ACTIVITY
Among the entries that follow, find every line with the word "Јули" and list it.

MATERIAL FOR THIS TASK
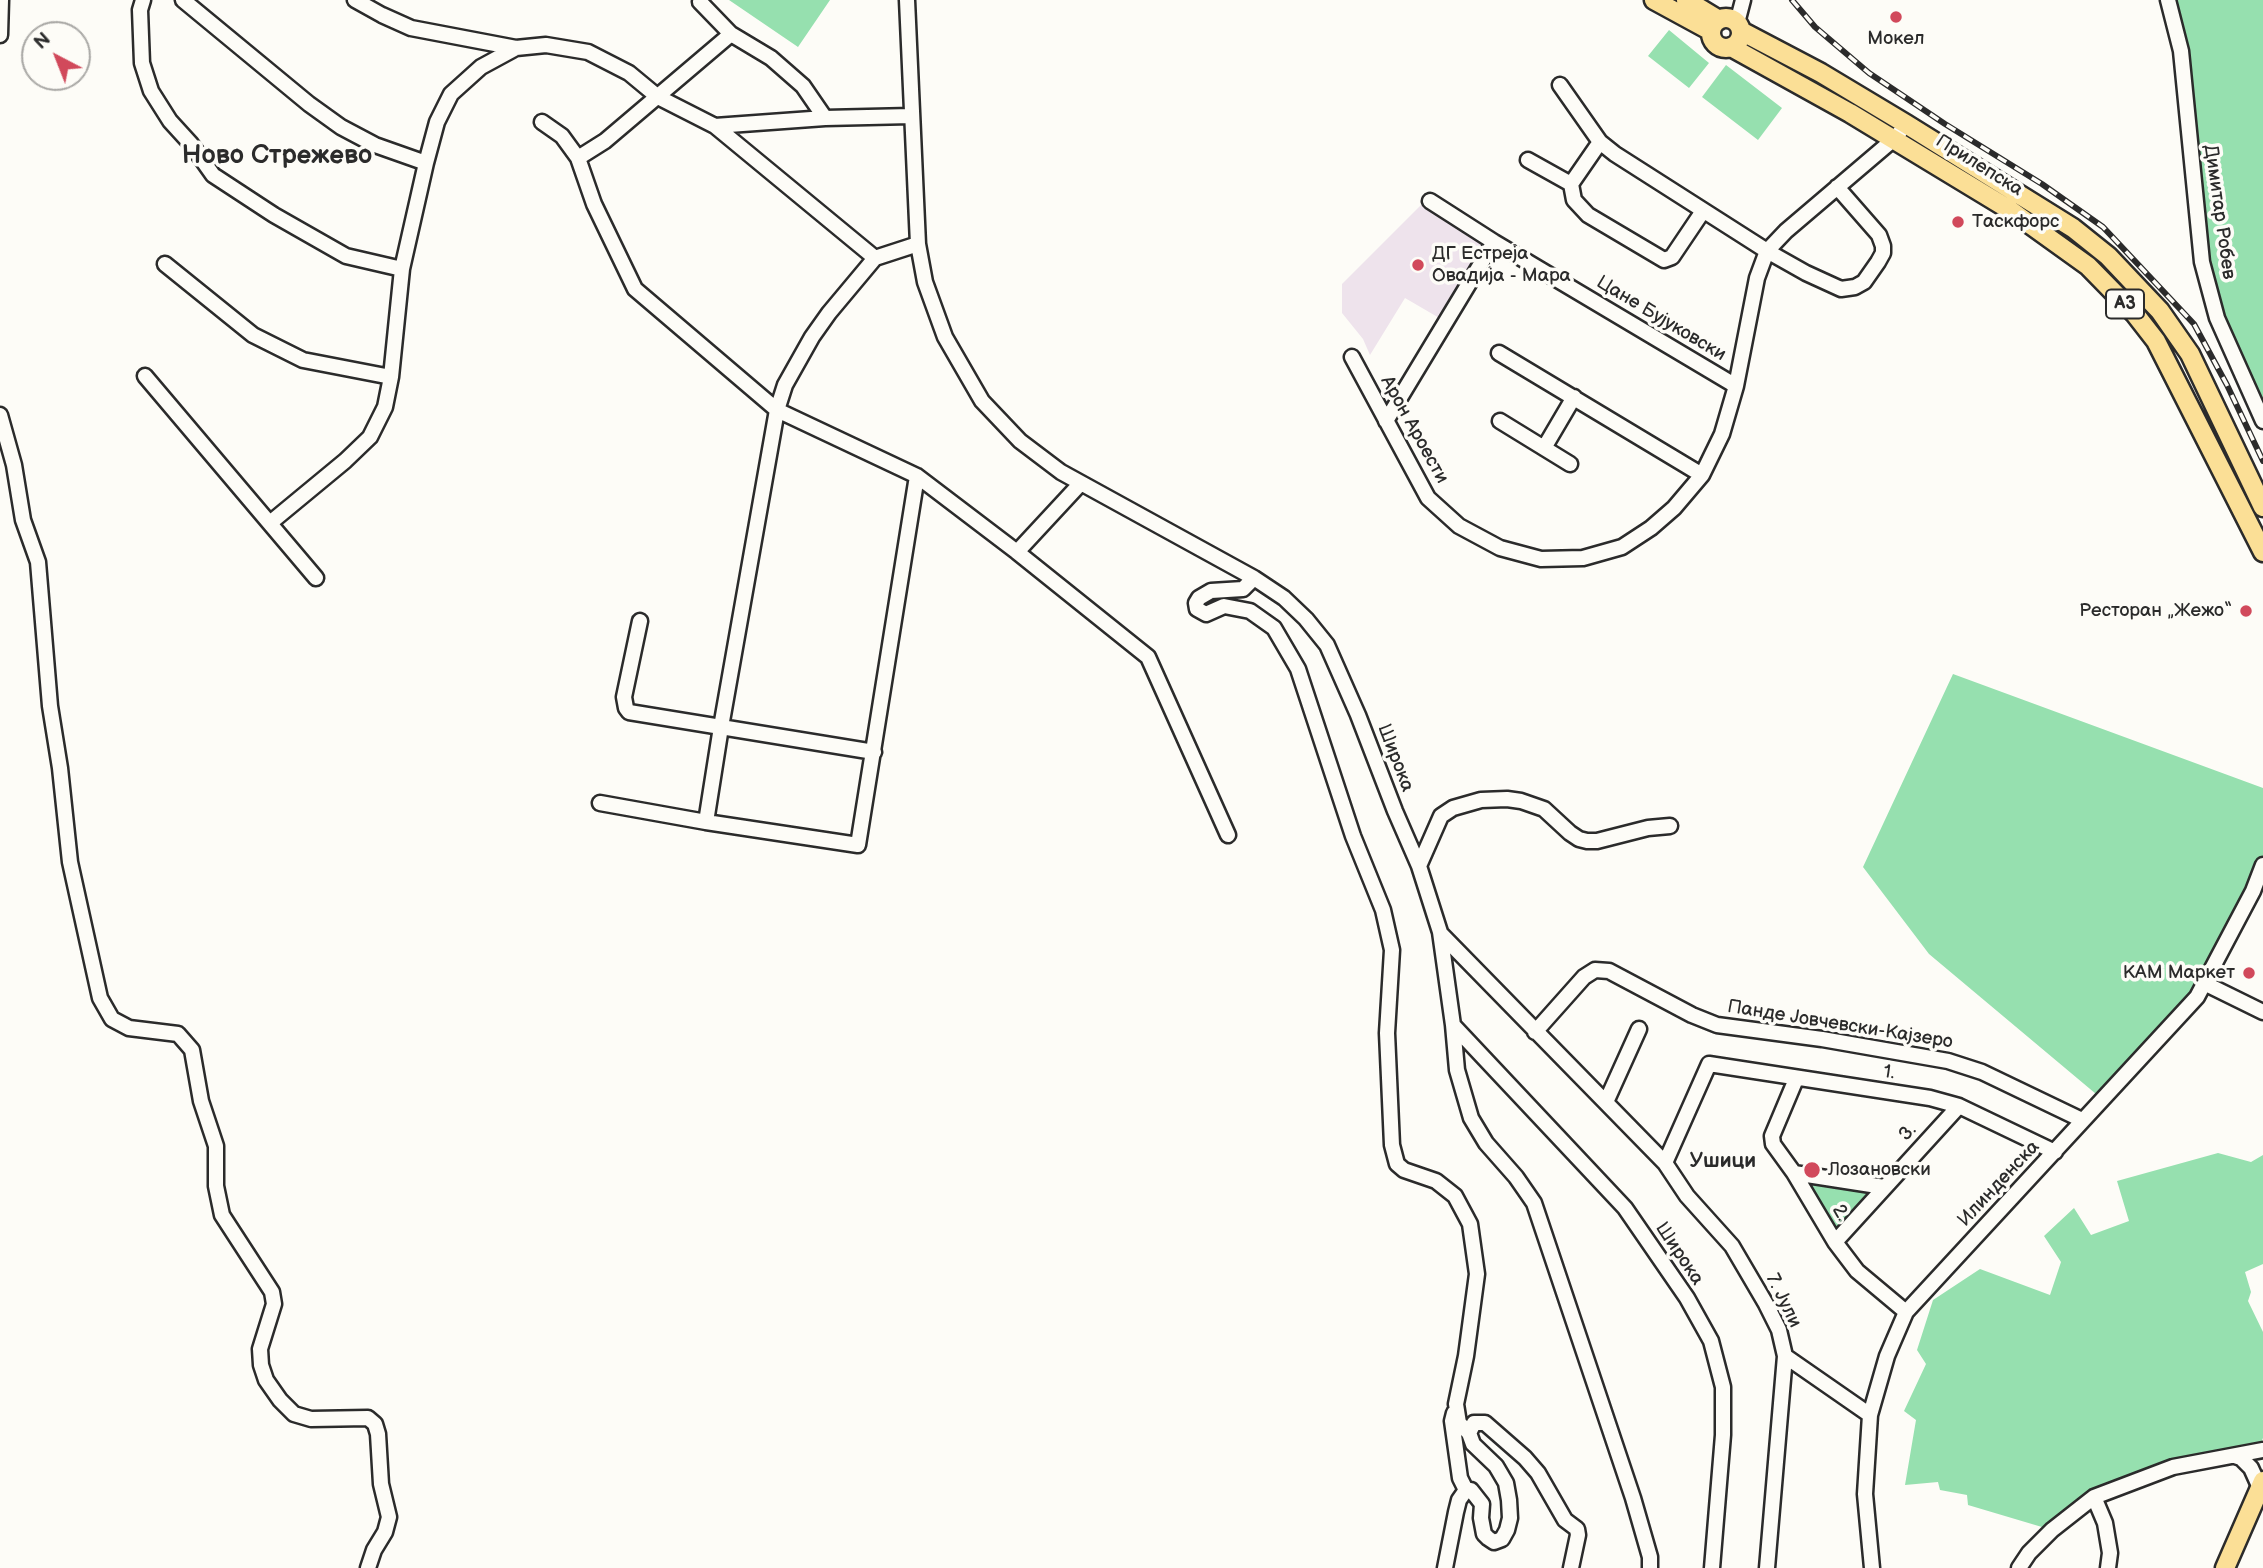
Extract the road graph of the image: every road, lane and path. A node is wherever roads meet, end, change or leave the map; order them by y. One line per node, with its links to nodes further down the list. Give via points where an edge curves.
1 (1, 0): 13 (street)
2 (142, 0): 36 (street, via 142,63 151,92 213,175 346,256)
3 (183, 0): 26 (street, via 341,127)
4 (355, 0): 14 (street, via 411,28)
5 (907, 0): 17 (street, Широка)
6 (1654, 0): 11 (main road, Прилепска / A3)
7 (1686, 0): 11 (main road, Прилепска / A3)
8 (1743, 0): 11 (street)
9 (2168, 0): 47 (street, Димитар Робев, via 2181,51 2202,262 2217,318)
10 (700, 2): 12 (street)
11 (1728, 30): 20 (main road, Прилепска / A3, via 1821,73); 22 (main road, Прилепска / A3)
12 (731, 34): 16 (street); 18 (street, via 771,58 803,86)
13 (0, 35)
14 (516, 48): 16 (street, via 546,46 588,52 629,73); 26 (street, via 481,67 451,94 437,122)
15 (1560, 85): 23 (street)
16 (658, 97): 21 (street); 24 (street)
17 (911, 116): 18 (street); 32 (street, Широка)
18 (825, 118): 21 (street)
19 (542, 122): 24 (street, via 562,136)
20 (1906, 124): 22 (street, Арон Ароести); 53 (main road, Прилепска / A3, via 2073,229 2131,279 2190,355)
21 (715, 126): 34 (street)
22 (1894, 139): 28 (street, Арон Ароести); 56 (main road, Прилепска / A3, via 2010,210 2088,266 2135,314 2170,367)
23 (1600, 142): 27 (street); 30 (street)
24 (578, 158): 43 (street, via 594,204 635,289)
25 (1528, 160): 27 (street)
26 (426, 163): 36 (street)
27 (1571, 184): 30 (street, via 1574,200 1588,215 1664,260 1672,257)
28 (1837, 187): 33 (street, Арон Ароести); 33 (street, via 1880,235 1883,253 1864,282 1841,289)
29 (1430, 201): 31 (street, Цане Бујуковски)
30 (1703, 211): 33 (street)
31 (1494, 242): 41 (street, Цане Бујуковски); 45 (street)
32 (918, 244): 34 (street); 52 (street, Широка, via 925,282 945,337 982,401 1020,441)
33 (1767, 251): 41 (street, Арон Ароести, via 1756,278)
34 (876, 258): 43 (street, via 812,337 785,385)
35 (165, 264): 40 (street, via 253,335 303,360)
36 (402, 269): 40 (street)
37 (1499, 353): 42 (street)
38 (1352, 357): 45 (street, Арон Ароести)
39 (145, 376): 54 (street)
40 (391, 377): 54 (street, via 385,407 370,437)
41 (1736, 386): 50 (street, Арон Ароести, via 1723,434)
42 (1574, 397): 48 (street); 50 (street)
43 (778, 410): 51 (street); 60 (street)
44 (0, 415): 93 (street, via 23,520 38,562 70,862 100,998 112,1019 129,1028 178,1034 192,1050 201,1101 216,1146 222,1215 272,1292 274,1304 260,1349 266,1380 294,1414 331,1419 357,1416 375,1424 389,1517)
45 (1386, 421): 50 (street, Арон Ароести, via 1428,498 1459,526 1500,548 1541,559 1583,558 1622,547 1674,508)
46 (1500, 421): 48 (street)
47 (2263, 421)
48 (1544, 448): 49 (street)
49 (1570, 464)
50 (1702, 475)
51 (917, 476): 55 (street); 61 (street)
52 (1081, 483): 55 (street); 58 (street, Широка)
53 (2263, 507)
54 (270, 523): 57 (street)
55 (1017, 552): 65 (street, via 1148,657)
56 (2263, 552)
57 (316, 578)
58 (1254, 578): 67 (street, Широка, via 1291,605 1327,645); 85 (street, via 1243,589 1211,591 1199,598 1197,609 1206,614 1224,606 1250,611 1274,628 1298,669 1353,836 1383,910 1392,950 1387,1033 1397,1164 1436,1181 1455,1196 1464,1211 1477,1274)
59 (640, 621): 60 (street, via 624,697 629,712)
60 (721, 727): 61 (street); 63 (street)
61 (874, 752): 63 (street, via 858,845)
62 (600, 803): 63 (street)
63 (706, 822)
64 (1670, 826): 67 (street, via 1587,841 1570,833 1544,809 1514,800 1481,800 1441,816)
65 (1228, 835)
66 (2263, 864): 69 (street, Илинденска)
67 (1419, 866): 68 (street, Широка)
68 (1440, 932): 71 (street, Широка); 73 (street, 7. Јули)
69 (2204, 983): 70 (street); 77 (street, Илинденска, via 2197,997)
70 (2263, 1012)
71 (1453, 1025): 96 (street, Широка, via 1457,1070 1471,1118 1534,1203 1633,1498); 97 (street, Широка, via 1625,1208 1711,1342 1723,1387)
72 (1639, 1029): 75 (street)
73 (1535, 1032): 75 (street, 7. Јули); 77 (street, Панде Јовчевски-Кајзеро, via 1584,977 1595,970 1609,971 1717,1025 1948,1061 1982,1072)
74 (1796, 1079): 76 (street, 1.); 79 (street, 1., via 1709,1064); 80 (street, 2., via 1772,1136)
75 (1606, 1102): 79 (street, 7. Јули)
76 (1959, 1106): 78 (street, 1.); 81 (street, 3.)
77 (2082, 1120): 78 (street, Илинденска)
78 (2055, 1152): 83 (street, Илинденска)
79 (1665, 1163): 84 (street, 7. Јули, via 1732,1246 1779,1330)
80 (1794, 1173): 81 (street); 82 (street, 2.)
81 (1884, 1186): 82 (street, 3.)
82 (1835, 1242): 83 (street, 2., via 1857,1271)
83 (1906, 1312): 86 (street, Илинденска)
84 (1785, 1356): 86 (street); 98 (street, 7. Јули)
85 (1456, 1404): 87 (street, via 1459,1423); 91 (street, via 1452,1421)
86 (1870, 1415): 99 (street, Илинденска, via 1865,1494)
87 (1469, 1433): 91 (street, via 1506,1483 1510,1518 1502,1539 1494,1542 1484,1534 1482,1503); 95 (street, via 1474,1423 1485,1423 1538,1473 1565,1520 1577,1529)
88 (2263, 1450): 89 (street)
89 (2235, 1456): 90 (street, via 2247,1463); 92 (street, via 2173,1467)
90 (2262, 1484): 102 (main road)
91 (1466, 1490): 94 (street, via 1459,1500)
92 (2094, 1497): 100 (street, via 2052,1530); 101 (street, via 2105,1523)
93 (368, 1568)
94 (1445, 1568)
95 (1571, 1568)
96 (1650, 1568)
97 (1712, 1568)
98 (1767, 1568)
99 (1872, 1568)
100 (2019, 1568)
101 (2108, 1568)
102 (2225, 1568)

YOUR SOLUTION
68 (1440, 932): 71 (street, Широка); 73 (street, 7. Јули)
73 (1535, 1032): 75 (street, 7. Јули); 77 (street, Панде Јовчевски-Кајзеро, via 1584,977 1595,970 1609,971 1717,1025 1948,1061 1982,1072)
75 (1606, 1102): 79 (street, 7. Јули)
79 (1665, 1163): 84 (street, 7. Јули, via 1732,1246 1779,1330)
84 (1785, 1356): 86 (street); 98 (street, 7. Јули)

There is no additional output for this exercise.